AVAILABLE DATA =

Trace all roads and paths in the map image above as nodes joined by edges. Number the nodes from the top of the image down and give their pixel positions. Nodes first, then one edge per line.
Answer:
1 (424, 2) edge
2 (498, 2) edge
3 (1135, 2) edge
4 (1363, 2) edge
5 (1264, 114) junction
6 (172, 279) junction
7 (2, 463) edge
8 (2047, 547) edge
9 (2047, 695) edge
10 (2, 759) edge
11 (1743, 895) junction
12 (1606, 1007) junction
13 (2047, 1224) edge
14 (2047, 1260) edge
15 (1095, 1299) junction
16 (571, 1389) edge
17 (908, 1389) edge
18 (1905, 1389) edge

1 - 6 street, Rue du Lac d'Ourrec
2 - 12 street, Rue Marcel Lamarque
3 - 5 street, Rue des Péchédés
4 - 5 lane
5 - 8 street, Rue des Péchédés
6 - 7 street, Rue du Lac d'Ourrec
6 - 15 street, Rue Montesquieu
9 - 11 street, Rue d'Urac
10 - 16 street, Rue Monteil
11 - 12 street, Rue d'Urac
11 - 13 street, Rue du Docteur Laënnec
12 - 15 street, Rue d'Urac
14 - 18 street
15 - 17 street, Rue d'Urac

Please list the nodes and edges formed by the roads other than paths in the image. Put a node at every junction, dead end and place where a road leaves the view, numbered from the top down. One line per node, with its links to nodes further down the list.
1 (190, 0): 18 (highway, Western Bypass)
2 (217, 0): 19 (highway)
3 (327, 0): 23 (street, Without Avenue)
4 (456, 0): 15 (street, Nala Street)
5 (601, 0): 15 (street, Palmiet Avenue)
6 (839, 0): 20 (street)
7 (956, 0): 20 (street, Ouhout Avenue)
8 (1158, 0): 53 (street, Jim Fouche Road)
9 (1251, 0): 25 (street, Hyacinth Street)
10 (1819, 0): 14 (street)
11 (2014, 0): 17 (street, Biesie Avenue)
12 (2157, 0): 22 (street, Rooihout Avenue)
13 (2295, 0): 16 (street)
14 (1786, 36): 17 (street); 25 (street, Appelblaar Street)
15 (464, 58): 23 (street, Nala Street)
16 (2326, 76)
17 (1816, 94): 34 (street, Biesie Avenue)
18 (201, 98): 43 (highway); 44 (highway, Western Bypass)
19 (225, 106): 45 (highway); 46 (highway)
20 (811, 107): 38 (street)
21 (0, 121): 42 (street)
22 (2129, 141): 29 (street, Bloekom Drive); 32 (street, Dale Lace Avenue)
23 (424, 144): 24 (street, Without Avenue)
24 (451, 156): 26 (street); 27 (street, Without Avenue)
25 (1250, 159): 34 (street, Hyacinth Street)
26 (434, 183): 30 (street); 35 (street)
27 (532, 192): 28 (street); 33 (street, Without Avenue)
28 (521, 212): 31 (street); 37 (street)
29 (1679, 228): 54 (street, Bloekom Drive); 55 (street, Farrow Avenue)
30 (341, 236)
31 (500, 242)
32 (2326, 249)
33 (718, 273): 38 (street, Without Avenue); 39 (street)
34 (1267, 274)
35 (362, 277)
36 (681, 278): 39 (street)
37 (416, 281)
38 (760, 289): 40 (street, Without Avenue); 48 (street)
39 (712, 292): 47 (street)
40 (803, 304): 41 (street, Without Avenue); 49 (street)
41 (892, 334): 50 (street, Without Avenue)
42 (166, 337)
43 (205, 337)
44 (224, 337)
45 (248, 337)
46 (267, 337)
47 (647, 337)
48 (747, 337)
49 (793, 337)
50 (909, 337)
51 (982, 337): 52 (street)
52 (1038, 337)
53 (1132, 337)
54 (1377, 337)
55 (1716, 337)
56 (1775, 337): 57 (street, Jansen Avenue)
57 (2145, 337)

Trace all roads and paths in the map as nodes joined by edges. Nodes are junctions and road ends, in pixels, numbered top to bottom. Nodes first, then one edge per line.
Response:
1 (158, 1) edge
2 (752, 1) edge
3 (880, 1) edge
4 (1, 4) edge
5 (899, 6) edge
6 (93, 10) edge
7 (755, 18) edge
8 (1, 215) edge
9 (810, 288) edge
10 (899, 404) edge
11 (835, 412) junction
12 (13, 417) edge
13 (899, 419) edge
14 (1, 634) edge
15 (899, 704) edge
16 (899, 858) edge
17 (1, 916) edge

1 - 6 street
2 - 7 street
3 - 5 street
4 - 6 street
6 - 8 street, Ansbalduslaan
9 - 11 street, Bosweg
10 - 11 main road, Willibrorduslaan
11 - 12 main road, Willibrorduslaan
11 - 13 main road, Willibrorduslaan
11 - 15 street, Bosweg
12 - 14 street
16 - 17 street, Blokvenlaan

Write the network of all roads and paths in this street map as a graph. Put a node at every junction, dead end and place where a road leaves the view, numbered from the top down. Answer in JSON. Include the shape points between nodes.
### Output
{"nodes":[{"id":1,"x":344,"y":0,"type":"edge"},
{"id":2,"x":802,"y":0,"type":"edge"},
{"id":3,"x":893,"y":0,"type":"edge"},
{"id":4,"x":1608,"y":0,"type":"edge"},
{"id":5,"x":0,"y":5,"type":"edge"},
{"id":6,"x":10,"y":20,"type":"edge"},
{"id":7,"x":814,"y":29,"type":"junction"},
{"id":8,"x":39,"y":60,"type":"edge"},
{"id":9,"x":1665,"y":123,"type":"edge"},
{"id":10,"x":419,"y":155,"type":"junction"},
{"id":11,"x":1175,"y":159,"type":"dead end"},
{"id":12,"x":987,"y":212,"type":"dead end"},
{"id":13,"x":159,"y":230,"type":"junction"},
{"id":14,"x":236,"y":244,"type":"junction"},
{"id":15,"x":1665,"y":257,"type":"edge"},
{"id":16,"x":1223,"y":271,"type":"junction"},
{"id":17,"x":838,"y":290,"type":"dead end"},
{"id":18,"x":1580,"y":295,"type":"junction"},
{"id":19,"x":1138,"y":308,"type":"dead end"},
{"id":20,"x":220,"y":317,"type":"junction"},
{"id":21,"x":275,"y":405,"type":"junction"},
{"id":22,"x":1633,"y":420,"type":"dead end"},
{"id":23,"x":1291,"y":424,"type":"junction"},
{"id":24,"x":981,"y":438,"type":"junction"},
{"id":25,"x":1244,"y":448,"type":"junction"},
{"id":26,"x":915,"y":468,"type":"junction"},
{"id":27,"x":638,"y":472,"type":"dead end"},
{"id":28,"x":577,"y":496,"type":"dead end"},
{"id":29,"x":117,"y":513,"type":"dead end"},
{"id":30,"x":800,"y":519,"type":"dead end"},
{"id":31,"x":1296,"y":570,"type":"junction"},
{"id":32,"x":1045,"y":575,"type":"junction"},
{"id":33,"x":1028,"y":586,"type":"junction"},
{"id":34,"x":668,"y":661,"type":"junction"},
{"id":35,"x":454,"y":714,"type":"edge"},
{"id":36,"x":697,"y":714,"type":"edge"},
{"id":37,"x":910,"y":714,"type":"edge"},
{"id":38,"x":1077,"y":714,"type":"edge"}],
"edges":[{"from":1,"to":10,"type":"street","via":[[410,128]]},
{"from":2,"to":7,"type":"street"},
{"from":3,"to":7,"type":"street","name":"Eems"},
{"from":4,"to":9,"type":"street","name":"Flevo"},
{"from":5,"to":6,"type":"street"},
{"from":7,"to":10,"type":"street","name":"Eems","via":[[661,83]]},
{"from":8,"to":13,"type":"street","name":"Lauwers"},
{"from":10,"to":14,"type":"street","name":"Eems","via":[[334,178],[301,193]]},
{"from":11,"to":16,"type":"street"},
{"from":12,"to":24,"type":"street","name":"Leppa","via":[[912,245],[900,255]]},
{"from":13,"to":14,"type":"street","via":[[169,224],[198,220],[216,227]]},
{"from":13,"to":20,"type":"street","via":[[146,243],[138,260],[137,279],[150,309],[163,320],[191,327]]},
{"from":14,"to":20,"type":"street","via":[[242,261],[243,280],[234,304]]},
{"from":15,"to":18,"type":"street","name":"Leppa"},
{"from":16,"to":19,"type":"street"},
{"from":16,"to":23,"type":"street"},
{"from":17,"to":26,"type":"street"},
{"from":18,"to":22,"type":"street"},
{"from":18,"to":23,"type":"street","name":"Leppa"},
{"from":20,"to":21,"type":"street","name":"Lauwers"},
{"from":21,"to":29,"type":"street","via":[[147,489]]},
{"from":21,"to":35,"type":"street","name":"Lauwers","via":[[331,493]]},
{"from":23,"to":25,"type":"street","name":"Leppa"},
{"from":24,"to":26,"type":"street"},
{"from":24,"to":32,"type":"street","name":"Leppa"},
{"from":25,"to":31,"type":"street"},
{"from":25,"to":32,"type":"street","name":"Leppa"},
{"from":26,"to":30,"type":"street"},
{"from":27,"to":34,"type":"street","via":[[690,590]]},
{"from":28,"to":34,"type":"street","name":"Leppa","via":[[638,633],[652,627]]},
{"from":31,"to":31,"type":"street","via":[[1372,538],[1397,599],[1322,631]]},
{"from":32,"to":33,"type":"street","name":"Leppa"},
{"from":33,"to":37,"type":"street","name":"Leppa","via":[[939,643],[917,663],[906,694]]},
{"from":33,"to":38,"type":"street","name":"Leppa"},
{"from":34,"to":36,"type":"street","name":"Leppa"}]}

EXERCISE AIM = The lines to copy are those above that contain the string "Lauwers".

PROBLEM SOLUTION =
{"from":8,"to":13,"type":"street","name":"Lauwers"},
{"from":20,"to":21,"type":"street","name":"Lauwers"},
{"from":21,"to":35,"type":"street","name":"Lauwers","via":[[331,493]]},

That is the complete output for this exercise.